My drinking carried on in a similar way. Most of the time I drank quite heavily and all of my socializing seemed to revolve around drink. I did a lot of geographical changes and after a very difficult situation at home I went to London to get away from all the upset. I had a better life and more opportunities in London but again most times I drank I would end up blacking out or in situations where I didn’t understand how I got there. I became friends with a big group of Scottish people who were also big drinkers and so getting wasted most weekends was the norm. I moved house a lot and had unhealthy relationships where I just latched onto a man, if he showed any interest in me at all and also if he liked to drink. I became known as the party girl and could always be relied on to do something outrageous when I was drinking.

I was freelance and when I wasn’t working I was spending a lot of money and started to get into trouble with my finances. When I was working (which became less and less as I was not a great employee) I was trying to pay back credit cards and loans so my finances were a mess. I split up with my partner to have an affair with a mutual friend and then with a married man. I would get drunk and behave irresponsibly but I didn’t make any connection between the two.

Eventually I became bankrupt aged 35, and entered a very bleak period where I was drinking almost every night. I decided to move back to Glasgow and went to stay with my parents whilst I worked part time. Again my drinking continued and I didn’t care if I had to wake my parents up at three in the morning to let me in when I had been out at an event which allowed me to drink heavily.

Then I met someone who I liked and we started dating and he didn’t drink much for a change. He would get annoyed with me for drinking so much and I would tell him he was boring. I drank most nights and would pass out when we had guests round or just go to bed without letting anyone know where I was. I moved us to another job down south and continued drinking and actually upped it, drinking about two bottles of wine every night because I was ‘so stressed’ with my new job. I never got drunk with any of my colleagues and if I did go out with them I would have a small drink then go home to get smashed. My partner (who was by now my husband) kept telling me I was drinking him under the table and again I thought this was a badge of honour. I stayed in this job a couple of years and then decided to leave to return to Scotland. I left my colleagues without the proper notice period and now realise how much work I gave them because of this and how irresponsible this was.

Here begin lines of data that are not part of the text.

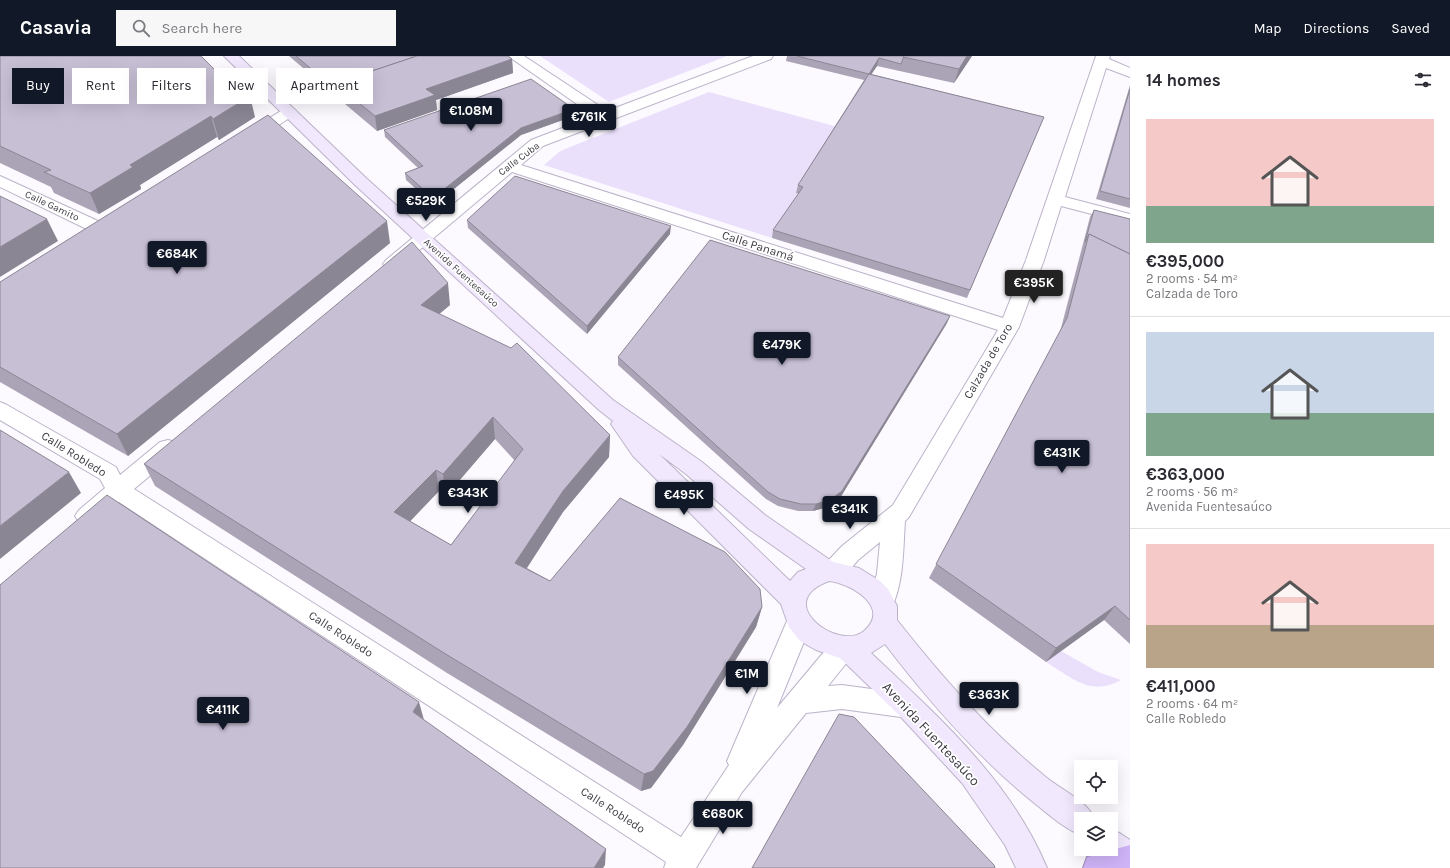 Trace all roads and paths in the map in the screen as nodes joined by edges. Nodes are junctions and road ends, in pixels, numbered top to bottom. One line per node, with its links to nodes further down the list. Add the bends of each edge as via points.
1 (230, 56): 6 (street, Avenida Fuentesaúco)
2 (515, 56): 7 (street)
3 (761, 57): 7 (street, Calle Cuba)
4 (1102, 59): 5 (street); 11 (street, Calzada de Toro)
5 (1130, 73)
6 (289, 112): 8 (street); 14 (street, Avenida Fuentesaúco)
7 (605, 117): 9 (street, Calle Cuba, via 537,143)
8 (237, 146)
9 (508, 166): 14 (street, Calle Cuba); 16 (street, Calle Panamá)
10 (0, 181): 13 (street, Calle Gamito)
11 (1054, 199): 12 (street); 16 (street, Calzada de Toro, via 1035,260)
12 (1130, 219)
13 (105, 231)
14 (423, 239): 15 (street, Calle Cuba); 17 (street, Avenida Fuentesaúco)
15 (380, 274)
16 (1009, 327): 21 (street, Calzada de Toro, via 901,511)
17 (606, 405): 23 (street, Avenida Fuentesaúco, via 694,468 757,522); 24 (street, Avenida Fuentesaúco, via 642,450)
18 (0, 410): 20 (street, Calle Robledo, via 108,473)
19 (184, 435): 20 (street)
20 (117, 490): 22 (street); 33 (street, Calle Robledo)
21 (894, 518): 23 (street, Calzada de Toro); 25 (street, via 890,573)
22 (70, 529)
23 (831, 571): 24 (street, Avenida Fuentesaúco, via 814,573 803,579 796,589); 25 (street, Avenida Fuentesaúco, via 863,580 874,590)
24 (796, 611): 26 (street, Avenida Fuentesaúco, via 810,634 825,643); 29 (street)
25 (883, 612): 26 (street, Avenida Fuentesaúco, via 877,636 864,645); 30 (street, Avenida Fuentesaúco, via 915,664 969,723 1026,778)
26 (845, 648): 27 (street); 28 (street, Avenida Fuentesaúco)
27 (798, 701): 28 (street, via 842,697); 29 (street)
28 (908, 706): 34 (street, Avenida Fuentesaúco, via 972,773 1015,835)
29 (732, 782): 33 (street)
30 (1074, 816)
31 (1118, 850): 32 (street)
32 (1130, 860): 35 (highway)
33 (682, 863)
34 (1032, 868)
35 (1098, 868)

I came back to Scotland and carried on, though by this time I felt enslaved to drink and couldn’t imagine my life without it. How could I live without this thing I hated so much? Yet every day (almost) I drank and felt sick of myself. The end came when aged 43, I went to a party, drank lots of free wine, made a complete idiot of myself then had a hangover for a week. I was so depressed and I just couldn’t take any more. I had family members in the Fellowship but I didn’t contact them and I went along to a meeting and for the first time in my life I felt at home somewhere. I felt that a weight was lifted off my shoulders when I went into those rooms and I cried all the way through the first few meetings. Everyone was so kind and I couldn’t believe how helpful everyone was.

Since then I have got a sponsor, went through the Programme and joined a group. I did everything (almost) I was told as I couldn’t live that old life anymore. I didn’t fight it; I just went along looking forward to living differently. I got into service in my group and loved being part of something important instead of being so self-obsessed.

I got so sick of being sick and hated being a slave to drink that I was driven to my knees. My life had been chaotic for years and I had never connected my alcohol consumption with any of the chaos – the geographicals, the sick relationships, bankruptcies, inability to live in the day and to deal with life on life’s terms.

Life can still be difficult but I don’t have to fight it through a fug of alcohol and the chaos has dissipated. I would say that joining Alcoholics Anonymous is the best thing I have ever done in my life.